*Exercise directions*
Read through the lines below for the string "numbered" and copy each one that has it.

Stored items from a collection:
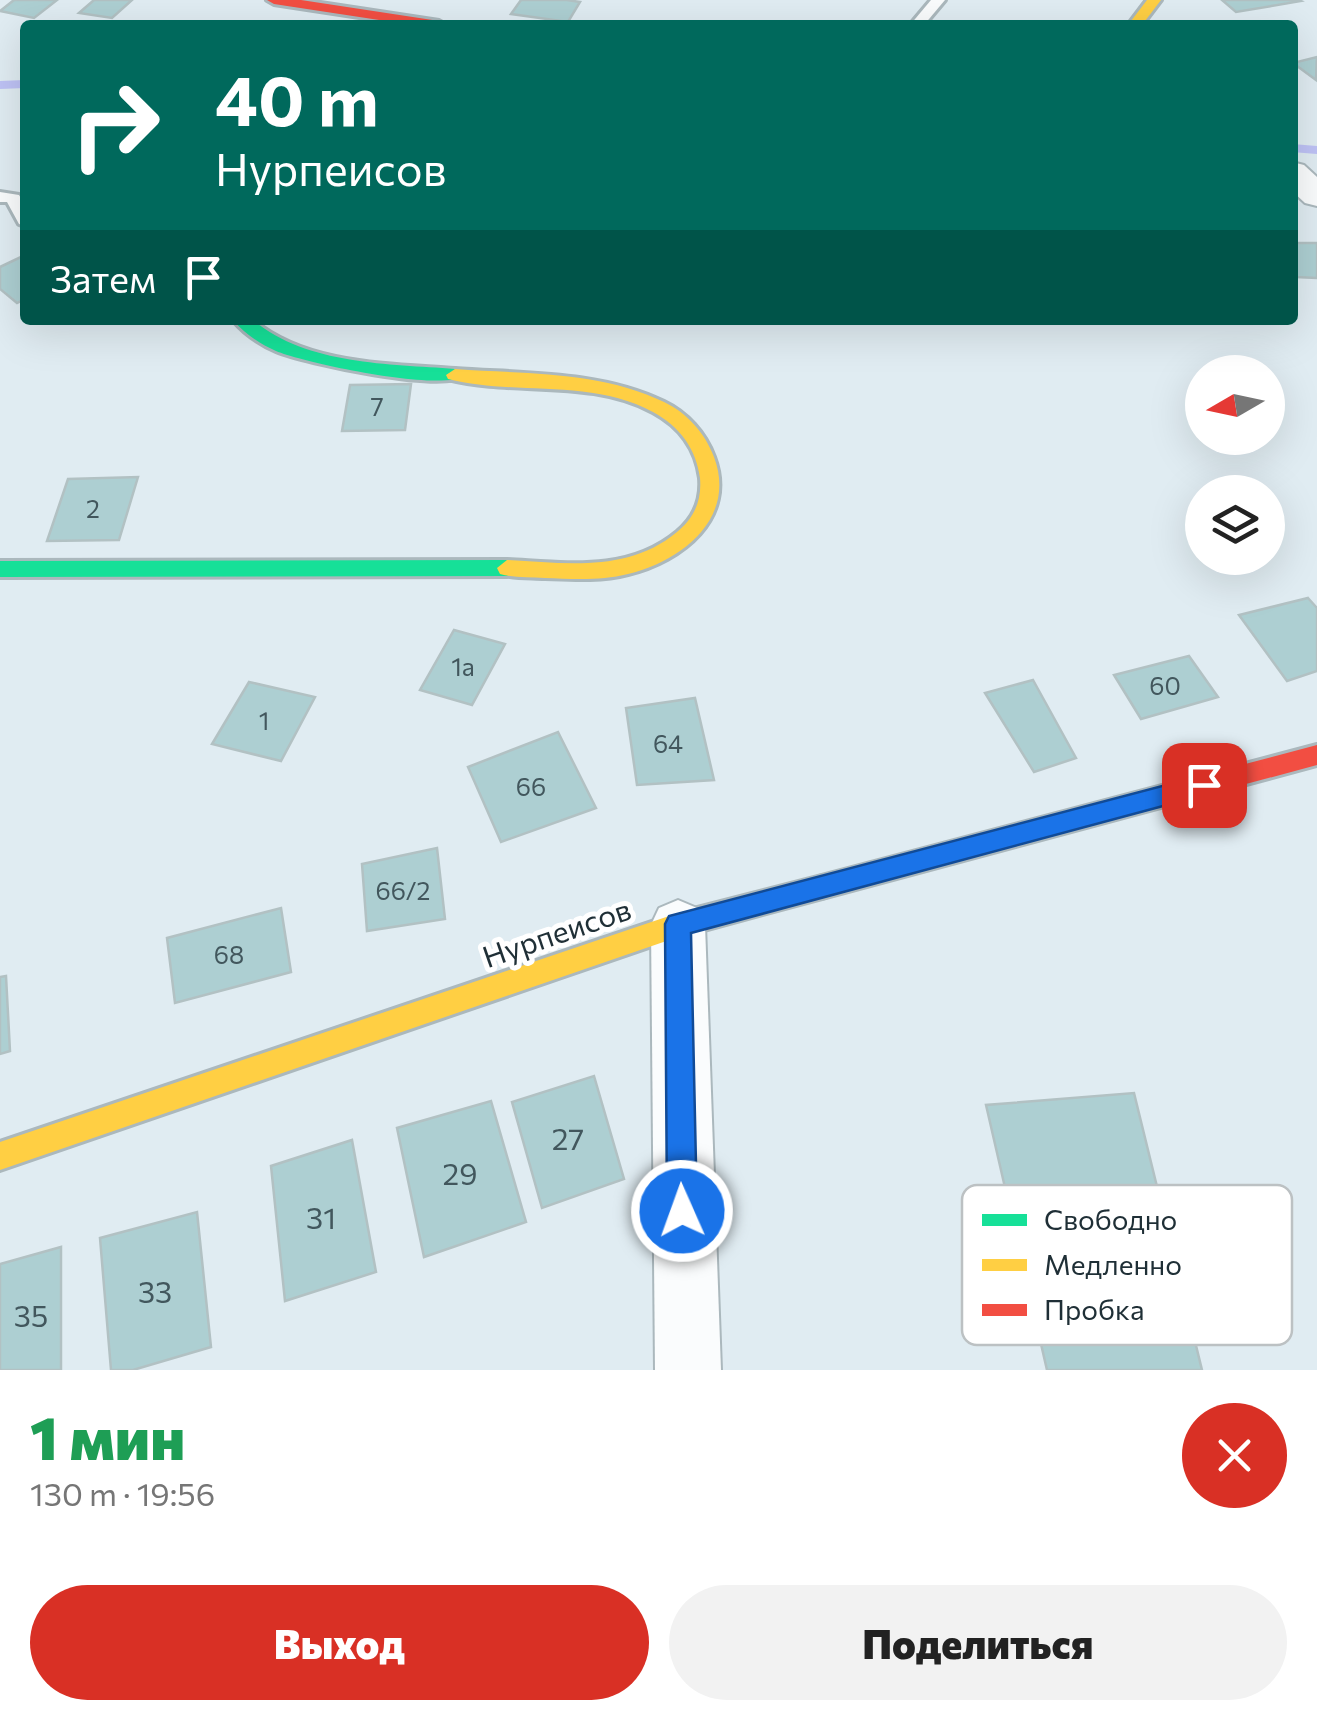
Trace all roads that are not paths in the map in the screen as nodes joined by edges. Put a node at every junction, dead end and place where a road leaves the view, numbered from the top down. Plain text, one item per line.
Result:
1 (274, 0) edge
2 (938, 0) edge
3 (1154, 0) edge
4 (371, 20) edge
5 (921, 20) edge
6 (1139, 20) edge
7 (1298, 178) edge
8 (1317, 196) edge
9 (0, 197) edge
10 (20, 211) edge
11 (246, 325) edge
12 (0, 568) edge
13 (1317, 755) edge
14 (678, 924) junction
15 (0, 1156) edge
16 (688, 1370) edge

1 - 4 street
2 - 5 lane
3 - 6 street
7 - 8 street
9 - 10 lane
11 - 12 street
13 - 14 street, Нурпеисов
14 - 15 street, Нурпеисов
14 - 16 street

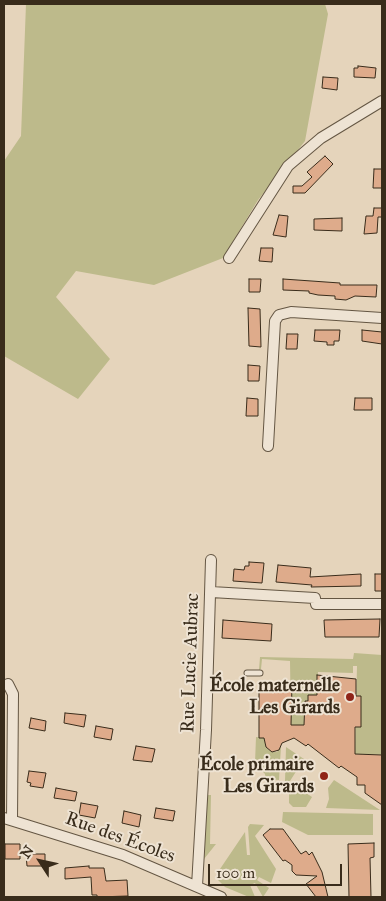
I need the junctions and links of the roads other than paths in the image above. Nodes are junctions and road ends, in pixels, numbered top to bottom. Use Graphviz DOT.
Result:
graph roads {
  1 [pos="382,102"];
  2 [pos="229,258"];
  3 [pos="382,318"];
  4 [pos="268,446"];
  5 [pos="211,560"];
  6 [pos="211,592"];
  7 [pos="382,604"];
  8 [pos="247,673"];
  9 [pos="260,673"];
  10 [pos="8,684"];
  11 [pos="8,819"];
  12 [pos="197,886"];
  13 [pos="221,897"];
  1 -- 2 [label="street"];
  3 -- 4 [label="street"];
  5 -- 6 [label="street, Rue Lucie Aubrac"];
  6 -- 7 [label="street"];
  6 -- 12 [label="street, Rue Lucie Aubrac"];
  8 -- 9 [label="lane"];
  10 -- 11 [label="street"];
  11 -- 12 [label="street, Rue des Écoles"];
  12 -- 13 [label="street, Rue des Écoles"];
}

*Exercise solution*
Trace all roads that are not paths in the map in the screen as nodes joined by edges. Put a node at every junction, dead end and place where a road leaves the view, numbered from the top down. Plain text, one item per line.
I need the junctions and links of the roads other than paths in the image above. Nodes are junctions and road ends, in pixels, numbered top to bottom. Use Graphviz DOT.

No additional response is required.